Dataset excerpts
+ + +
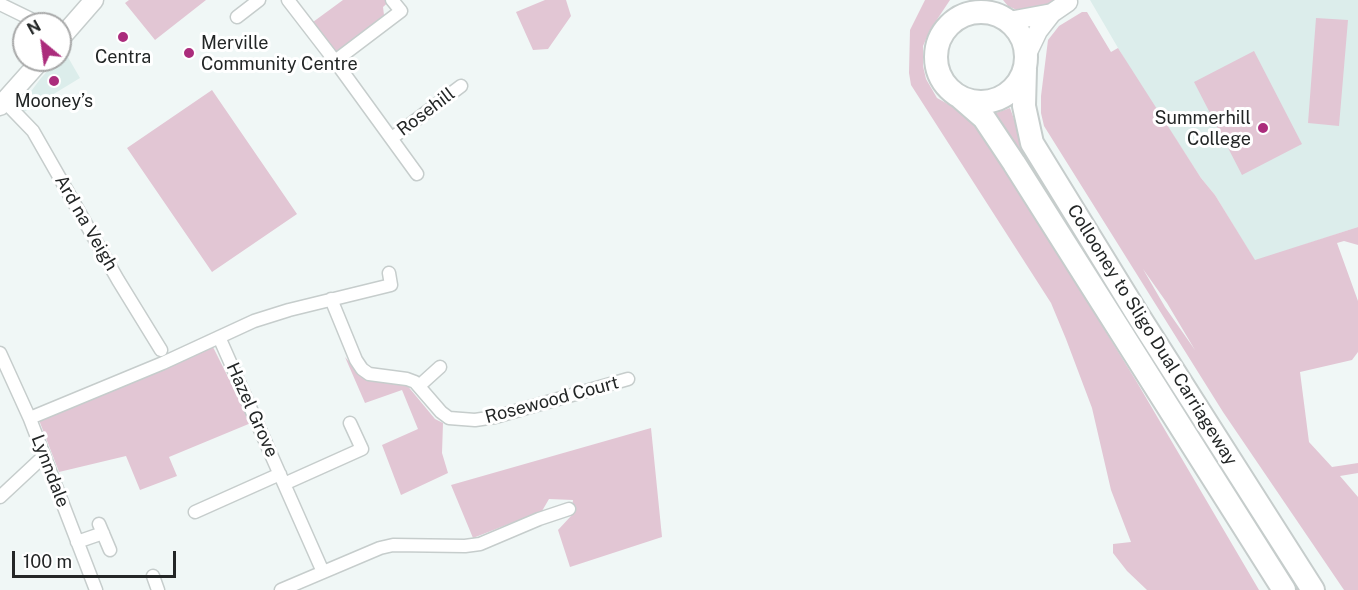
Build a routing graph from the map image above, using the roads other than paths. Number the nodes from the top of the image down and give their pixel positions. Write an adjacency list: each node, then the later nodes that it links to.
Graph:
1 (94, 0): 12 (street)
2 (259, 0): 11 (street)
3 (288, 0): 14 (street, Rosehill)
4 (392, 0): 14 (street)
5 (957, 0): 13 (highway)
6 (1067, 0): 10 (street)
7 (0, 4): 8 (street)
8 (16, 12)
9 (1002, 13): 10 (street); 13 (highway); 15 (highway)
10 (1052, 13): 15 (street)
11 (237, 16)
12 (72, 24)
13 (945, 29): 18 (highway)
14 (335, 61): 20 (street, Rosehill)
15 (1026, 62): 18 (highway); 30 (highway, Collooney to Sligo Dual Carriageway)
16 (30, 72): 19 (street)
17 (461, 86): 20 (street, Rosehill)
18 (961, 98): 31 (highway, Collooney to Sligo Dual Carriageway)
19 (2, 103): 25 (street, Ard na Veigh)
20 (392, 138): 21 (street, Rosehill)
21 (417, 174)
22 (389, 273): 23 (street)
23 (331, 299): 24 (street); 29 (street)
24 (219, 336): 32 (street); 35 (street, Hazel Grove)
25 (161, 350)
26 (0, 353): 32 (street, Lynndale)
27 (440, 367): 29 (street)
28 (628, 379): 29 (street, Rosewood Court)
29 (419, 386)
30 (1186, 390): 48 (highway, Collooney to Sligo Dual Carriageway); 49 (highway)
31 (1175, 417): 46 (highway); 47 (highway, Collooney to Sligo Dual Carriageway)
32 (30, 418): 34 (street, Lynndale)
33 (350, 423): 35 (street)
34 (44, 456): 36 (street); 39 (street, Lynndale)
35 (282, 479): 38 (street); 41 (street, Hazel Grove)
36 (0, 497)
37 (569, 509): 41 (street)
38 (195, 512)
39 (77, 542): 40 (street); 43 (street, Lynndale)
40 (110, 550)
41 (323, 572): 45 (street)
42 (153, 576): 44 (street)
43 (96, 590)
44 (158, 590)
45 (281, 590)
46 (1270, 590)
47 (1284, 590)
48 (1313, 590)
49 (1328, 590)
+ + +
* [Task]
Please copy every record above exactly, but leave the pictures out.

* [Answer box]
Build a routing graph from the map image above, using the roads other than paths. Number the nodes from the top of the image down and give their pixel positions. Write an adjacency list: each node, then the later nodes that it links to.
Graph:
1 (94, 0): 12 (street)
2 (259, 0): 11 (street)
3 (288, 0): 14 (street, Rosehill)
4 (392, 0): 14 (street)
5 (957, 0): 13 (highway)
6 (1067, 0): 10 (street)
7 (0, 4): 8 (street)
8 (16, 12)
9 (1002, 13): 10 (street); 13 (highway); 15 (highway)
10 (1052, 13): 15 (street)
11 (237, 16)
12 (72, 24)
13 (945, 29): 18 (highway)
14 (335, 61): 20 (street, Rosehill)
15 (1026, 62): 18 (highway); 30 (highway, Collooney to Sligo Dual Carriageway)
16 (30, 72): 19 (street)
17 (461, 86): 20 (street, Rosehill)
18 (961, 98): 31 (highway, Collooney to Sligo Dual Carriageway)
19 (2, 103): 25 (street, Ard na Veigh)
20 (392, 138): 21 (street, Rosehill)
21 (417, 174)
22 (389, 273): 23 (street)
23 (331, 299): 24 (street); 29 (street)
24 (219, 336): 32 (street); 35 (street, Hazel Grove)
25 (161, 350)
26 (0, 353): 32 (street, Lynndale)
27 (440, 367): 29 (street)
28 (628, 379): 29 (street, Rosewood Court)
29 (419, 386)
30 (1186, 390): 48 (highway, Collooney to Sligo Dual Carriageway); 49 (highway)
31 (1175, 417): 46 (highway); 47 (highway, Collooney to Sligo Dual Carriageway)
32 (30, 418): 34 (street, Lynndale)
33 (350, 423): 35 (street)
34 (44, 456): 36 (street); 39 (street, Lynndale)
35 (282, 479): 38 (street); 41 (street, Hazel Grove)
36 (0, 497)
37 (569, 509): 41 (street)
38 (195, 512)
39 (77, 542): 40 (street); 43 (street, Lynndale)
40 (110, 550)
41 (323, 572): 45 (street)
42 (153, 576): 44 (street)
43 (96, 590)
44 (158, 590)
45 (281, 590)
46 (1270, 590)
47 (1284, 590)
48 (1313, 590)
49 (1328, 590)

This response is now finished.